- _What this task involves_: Print every record below exactly, minus the pictures.

- _Dataset content_:
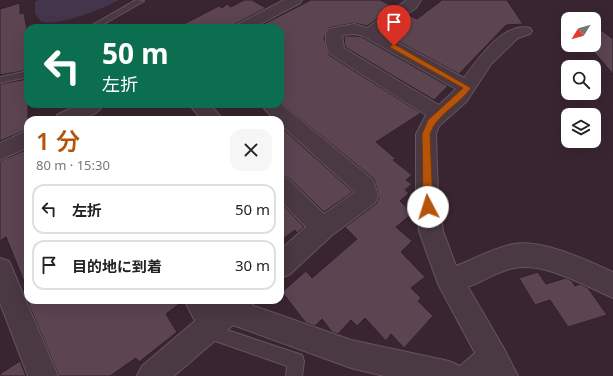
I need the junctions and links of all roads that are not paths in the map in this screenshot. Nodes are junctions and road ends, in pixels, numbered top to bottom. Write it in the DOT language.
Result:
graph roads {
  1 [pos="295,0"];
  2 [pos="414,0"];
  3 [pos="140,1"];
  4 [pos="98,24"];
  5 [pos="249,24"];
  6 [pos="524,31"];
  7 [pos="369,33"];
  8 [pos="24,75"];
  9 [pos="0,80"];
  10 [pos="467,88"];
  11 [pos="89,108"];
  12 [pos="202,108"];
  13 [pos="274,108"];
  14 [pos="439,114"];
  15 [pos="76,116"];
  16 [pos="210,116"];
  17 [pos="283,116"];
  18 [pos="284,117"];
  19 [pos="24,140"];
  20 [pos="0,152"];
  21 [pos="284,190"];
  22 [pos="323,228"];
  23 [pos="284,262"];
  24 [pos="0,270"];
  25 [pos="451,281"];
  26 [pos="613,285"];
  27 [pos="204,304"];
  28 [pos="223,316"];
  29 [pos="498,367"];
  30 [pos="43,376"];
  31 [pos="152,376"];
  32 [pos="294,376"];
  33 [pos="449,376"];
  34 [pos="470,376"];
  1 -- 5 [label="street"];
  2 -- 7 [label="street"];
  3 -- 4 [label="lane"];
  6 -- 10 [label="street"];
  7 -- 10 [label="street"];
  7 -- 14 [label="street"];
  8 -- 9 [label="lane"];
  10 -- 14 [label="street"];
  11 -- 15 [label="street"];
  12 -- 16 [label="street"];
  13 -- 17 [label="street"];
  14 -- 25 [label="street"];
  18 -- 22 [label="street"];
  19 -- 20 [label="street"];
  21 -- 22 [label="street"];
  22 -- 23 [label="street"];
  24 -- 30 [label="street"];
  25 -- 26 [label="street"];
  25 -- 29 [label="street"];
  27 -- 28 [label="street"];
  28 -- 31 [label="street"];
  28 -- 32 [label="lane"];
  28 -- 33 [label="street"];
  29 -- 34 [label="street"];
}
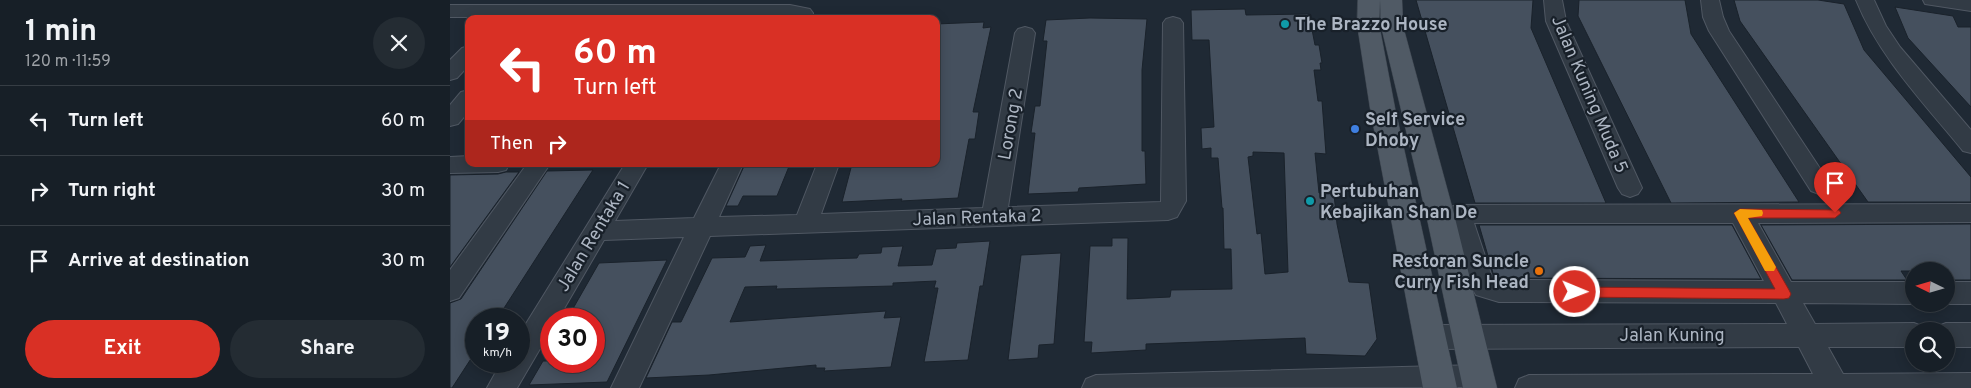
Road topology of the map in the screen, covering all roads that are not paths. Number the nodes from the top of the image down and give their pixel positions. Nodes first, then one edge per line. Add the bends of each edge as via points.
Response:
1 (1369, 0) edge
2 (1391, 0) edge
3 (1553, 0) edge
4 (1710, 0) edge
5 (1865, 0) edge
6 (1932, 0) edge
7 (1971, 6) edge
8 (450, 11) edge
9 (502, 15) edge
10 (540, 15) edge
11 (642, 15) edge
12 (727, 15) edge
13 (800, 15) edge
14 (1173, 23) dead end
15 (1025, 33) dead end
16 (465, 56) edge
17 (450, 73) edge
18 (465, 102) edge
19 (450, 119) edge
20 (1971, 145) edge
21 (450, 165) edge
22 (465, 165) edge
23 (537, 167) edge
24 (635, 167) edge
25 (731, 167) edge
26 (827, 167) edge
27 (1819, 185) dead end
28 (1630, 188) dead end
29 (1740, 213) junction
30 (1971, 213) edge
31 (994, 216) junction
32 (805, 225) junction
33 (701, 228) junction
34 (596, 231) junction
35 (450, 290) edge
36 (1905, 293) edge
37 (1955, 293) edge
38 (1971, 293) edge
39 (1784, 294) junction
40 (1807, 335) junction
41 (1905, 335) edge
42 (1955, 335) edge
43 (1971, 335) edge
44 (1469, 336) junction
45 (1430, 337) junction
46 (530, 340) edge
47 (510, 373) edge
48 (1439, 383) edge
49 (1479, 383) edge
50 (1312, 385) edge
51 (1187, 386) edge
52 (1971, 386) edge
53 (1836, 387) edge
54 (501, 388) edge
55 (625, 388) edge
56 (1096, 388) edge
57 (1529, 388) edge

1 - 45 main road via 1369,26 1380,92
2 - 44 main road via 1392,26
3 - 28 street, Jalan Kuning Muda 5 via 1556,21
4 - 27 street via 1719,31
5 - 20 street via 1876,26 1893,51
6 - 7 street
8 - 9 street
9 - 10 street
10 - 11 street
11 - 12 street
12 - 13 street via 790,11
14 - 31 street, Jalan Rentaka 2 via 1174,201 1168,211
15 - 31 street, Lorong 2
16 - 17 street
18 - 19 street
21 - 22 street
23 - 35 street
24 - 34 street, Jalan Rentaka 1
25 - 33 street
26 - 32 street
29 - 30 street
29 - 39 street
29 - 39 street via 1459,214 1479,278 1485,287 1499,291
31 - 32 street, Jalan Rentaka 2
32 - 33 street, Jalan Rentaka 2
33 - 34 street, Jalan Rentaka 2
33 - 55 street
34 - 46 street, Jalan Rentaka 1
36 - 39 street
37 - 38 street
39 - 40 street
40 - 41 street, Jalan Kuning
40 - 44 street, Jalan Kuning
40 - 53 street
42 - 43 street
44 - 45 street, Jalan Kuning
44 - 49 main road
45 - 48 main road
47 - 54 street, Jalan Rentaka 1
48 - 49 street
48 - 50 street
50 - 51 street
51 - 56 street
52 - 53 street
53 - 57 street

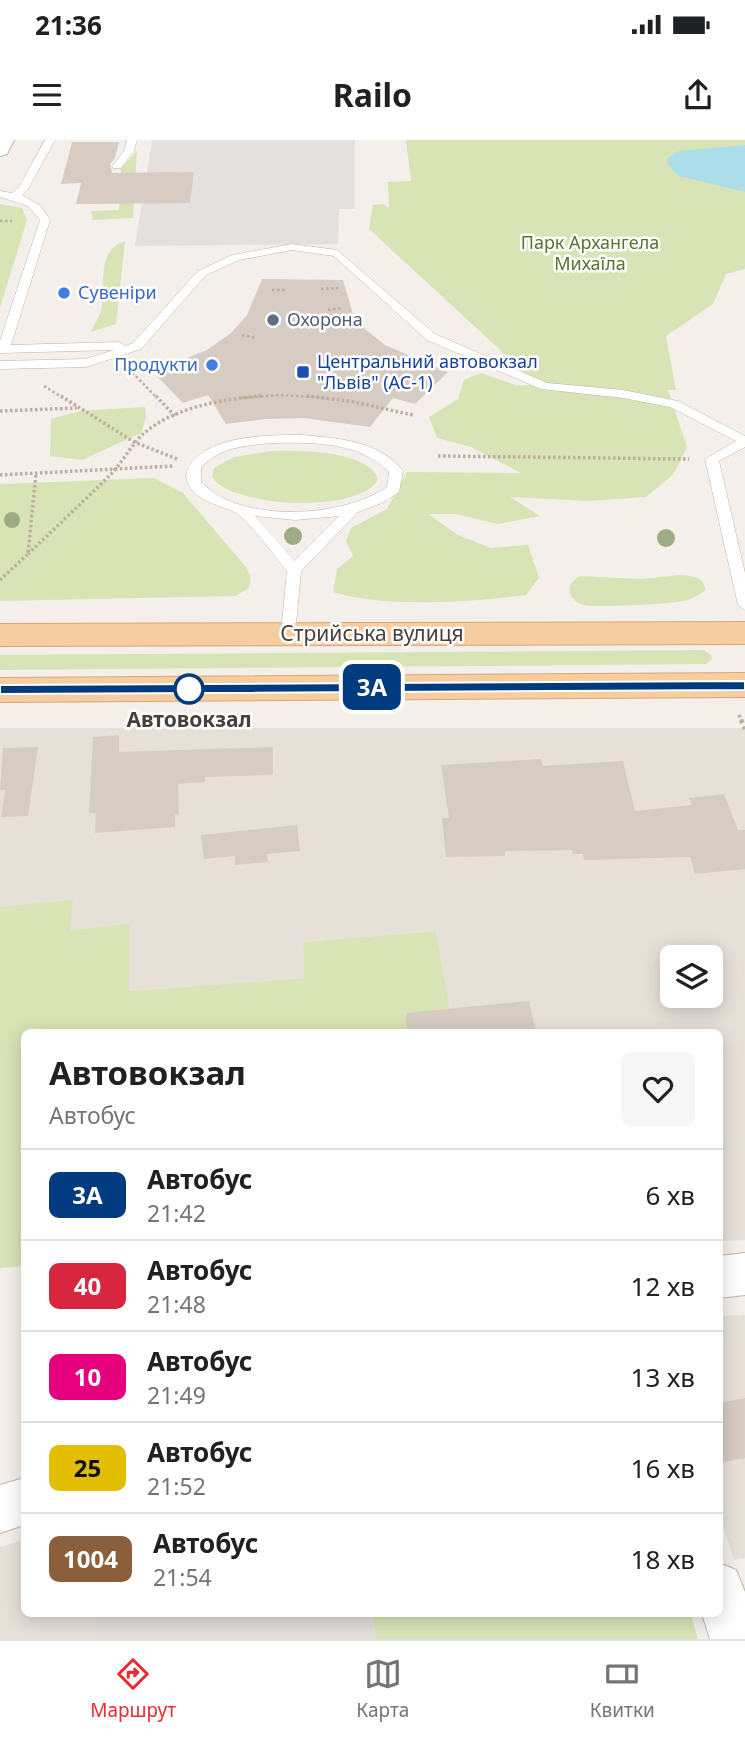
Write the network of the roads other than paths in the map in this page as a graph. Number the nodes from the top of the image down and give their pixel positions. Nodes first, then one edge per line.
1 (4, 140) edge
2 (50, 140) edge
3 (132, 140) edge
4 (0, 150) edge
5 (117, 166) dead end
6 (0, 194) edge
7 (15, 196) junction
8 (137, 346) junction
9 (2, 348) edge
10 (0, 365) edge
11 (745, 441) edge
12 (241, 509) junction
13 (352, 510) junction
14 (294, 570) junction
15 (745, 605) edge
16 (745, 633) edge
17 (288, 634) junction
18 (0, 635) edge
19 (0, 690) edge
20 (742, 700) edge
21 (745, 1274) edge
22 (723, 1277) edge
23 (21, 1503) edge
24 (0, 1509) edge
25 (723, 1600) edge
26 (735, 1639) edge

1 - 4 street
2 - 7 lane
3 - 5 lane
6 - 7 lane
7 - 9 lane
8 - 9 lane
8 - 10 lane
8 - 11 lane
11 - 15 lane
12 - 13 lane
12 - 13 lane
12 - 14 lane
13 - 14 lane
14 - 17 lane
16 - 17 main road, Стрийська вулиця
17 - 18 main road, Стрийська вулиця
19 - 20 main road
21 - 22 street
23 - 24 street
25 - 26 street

- _Completed exercise_:
I need the junctions and links of all roads that are not paths in the map in this screenshot. Nodes are junctions and road ends, in pixels, numbered top to bottom. Write it in the DOT language.
Result:
graph roads {
  1 [pos="295,0"];
  2 [pos="414,0"];
  3 [pos="140,1"];
  4 [pos="98,24"];
  5 [pos="249,24"];
  6 [pos="524,31"];
  7 [pos="369,33"];
  8 [pos="24,75"];
  9 [pos="0,80"];
  10 [pos="467,88"];
  11 [pos="89,108"];
  12 [pos="202,108"];
  13 [pos="274,108"];
  14 [pos="439,114"];
  15 [pos="76,116"];
  16 [pos="210,116"];
  17 [pos="283,116"];
  18 [pos="284,117"];
  19 [pos="24,140"];
  20 [pos="0,152"];
  21 [pos="284,190"];
  22 [pos="323,228"];
  23 [pos="284,262"];
  24 [pos="0,270"];
  25 [pos="451,281"];
  26 [pos="613,285"];
  27 [pos="204,304"];
  28 [pos="223,316"];
  29 [pos="498,367"];
  30 [pos="43,376"];
  31 [pos="152,376"];
  32 [pos="294,376"];
  33 [pos="449,376"];
  34 [pos="470,376"];
  1 -- 5 [label="street"];
  2 -- 7 [label="street"];
  3 -- 4 [label="lane"];
  6 -- 10 [label="street"];
  7 -- 10 [label="street"];
  7 -- 14 [label="street"];
  8 -- 9 [label="lane"];
  10 -- 14 [label="street"];
  11 -- 15 [label="street"];
  12 -- 16 [label="street"];
  13 -- 17 [label="street"];
  14 -- 25 [label="street"];
  18 -- 22 [label="street"];
  19 -- 20 [label="street"];
  21 -- 22 [label="street"];
  22 -- 23 [label="street"];
  24 -- 30 [label="street"];
  25 -- 26 [label="street"];
  25 -- 29 [label="street"];
  27 -- 28 [label="street"];
  28 -- 31 [label="street"];
  28 -- 32 [label="lane"];
  28 -- 33 [label="street"];
  29 -- 34 [label="street"];
}
Road topology of the map in the screen, covering all roads that are not paths. Number the nodes from the top of the image down and give their pixel positions. Nodes first, then one edge per line. Add the bends of each edge as via points.
Response:
1 (1369, 0) edge
2 (1391, 0) edge
3 (1553, 0) edge
4 (1710, 0) edge
5 (1865, 0) edge
6 (1932, 0) edge
7 (1971, 6) edge
8 (450, 11) edge
9 (502, 15) edge
10 (540, 15) edge
11 (642, 15) edge
12 (727, 15) edge
13 (800, 15) edge
14 (1173, 23) dead end
15 (1025, 33) dead end
16 (465, 56) edge
17 (450, 73) edge
18 (465, 102) edge
19 (450, 119) edge
20 (1971, 145) edge
21 (450, 165) edge
22 (465, 165) edge
23 (537, 167) edge
24 (635, 167) edge
25 (731, 167) edge
26 (827, 167) edge
27 (1819, 185) dead end
28 (1630, 188) dead end
29 (1740, 213) junction
30 (1971, 213) edge
31 (994, 216) junction
32 (805, 225) junction
33 (701, 228) junction
34 (596, 231) junction
35 (450, 290) edge
36 (1905, 293) edge
37 (1955, 293) edge
38 (1971, 293) edge
39 (1784, 294) junction
40 (1807, 335) junction
41 (1905, 335) edge
42 (1955, 335) edge
43 (1971, 335) edge
44 (1469, 336) junction
45 (1430, 337) junction
46 (530, 340) edge
47 (510, 373) edge
48 (1439, 383) edge
49 (1479, 383) edge
50 (1312, 385) edge
51 (1187, 386) edge
52 (1971, 386) edge
53 (1836, 387) edge
54 (501, 388) edge
55 (625, 388) edge
56 (1096, 388) edge
57 (1529, 388) edge

1 - 45 main road via 1369,26 1380,92
2 - 44 main road via 1392,26
3 - 28 street, Jalan Kuning Muda 5 via 1556,21
4 - 27 street via 1719,31
5 - 20 street via 1876,26 1893,51
6 - 7 street
8 - 9 street
9 - 10 street
10 - 11 street
11 - 12 street
12 - 13 street via 790,11
14 - 31 street, Jalan Rentaka 2 via 1174,201 1168,211
15 - 31 street, Lorong 2
16 - 17 street
18 - 19 street
21 - 22 street
23 - 35 street
24 - 34 street, Jalan Rentaka 1
25 - 33 street
26 - 32 street
29 - 30 street
29 - 39 street
29 - 39 street via 1459,214 1479,278 1485,287 1499,291
31 - 32 street, Jalan Rentaka 2
32 - 33 street, Jalan Rentaka 2
33 - 34 street, Jalan Rentaka 2
33 - 55 street
34 - 46 street, Jalan Rentaka 1
36 - 39 street
37 - 38 street
39 - 40 street
40 - 41 street, Jalan Kuning
40 - 44 street, Jalan Kuning
40 - 53 street
42 - 43 street
44 - 45 street, Jalan Kuning
44 - 49 main road
45 - 48 main road
47 - 54 street, Jalan Rentaka 1
48 - 49 street
48 - 50 street
50 - 51 street
51 - 56 street
52 - 53 street
53 - 57 street

Write the network of the roads other than paths in the map in this page as a graph. Number the nodes from the top of the image down and give their pixel positions. Nodes first, then one edge per line.
1 (4, 140) edge
2 (50, 140) edge
3 (132, 140) edge
4 (0, 150) edge
5 (117, 166) dead end
6 (0, 194) edge
7 (15, 196) junction
8 (137, 346) junction
9 (2, 348) edge
10 (0, 365) edge
11 (745, 441) edge
12 (241, 509) junction
13 (352, 510) junction
14 (294, 570) junction
15 (745, 605) edge
16 (745, 633) edge
17 (288, 634) junction
18 (0, 635) edge
19 (0, 690) edge
20 (742, 700) edge
21 (745, 1274) edge
22 (723, 1277) edge
23 (21, 1503) edge
24 (0, 1509) edge
25 (723, 1600) edge
26 (735, 1639) edge

1 - 4 street
2 - 7 lane
3 - 5 lane
6 - 7 lane
7 - 9 lane
8 - 9 lane
8 - 10 lane
8 - 11 lane
11 - 15 lane
12 - 13 lane
12 - 13 lane
12 - 14 lane
13 - 14 lane
14 - 17 lane
16 - 17 main road, Стрийська вулиця
17 - 18 main road, Стрийська вулиця
19 - 20 main road
21 - 22 street
23 - 24 street
25 - 26 street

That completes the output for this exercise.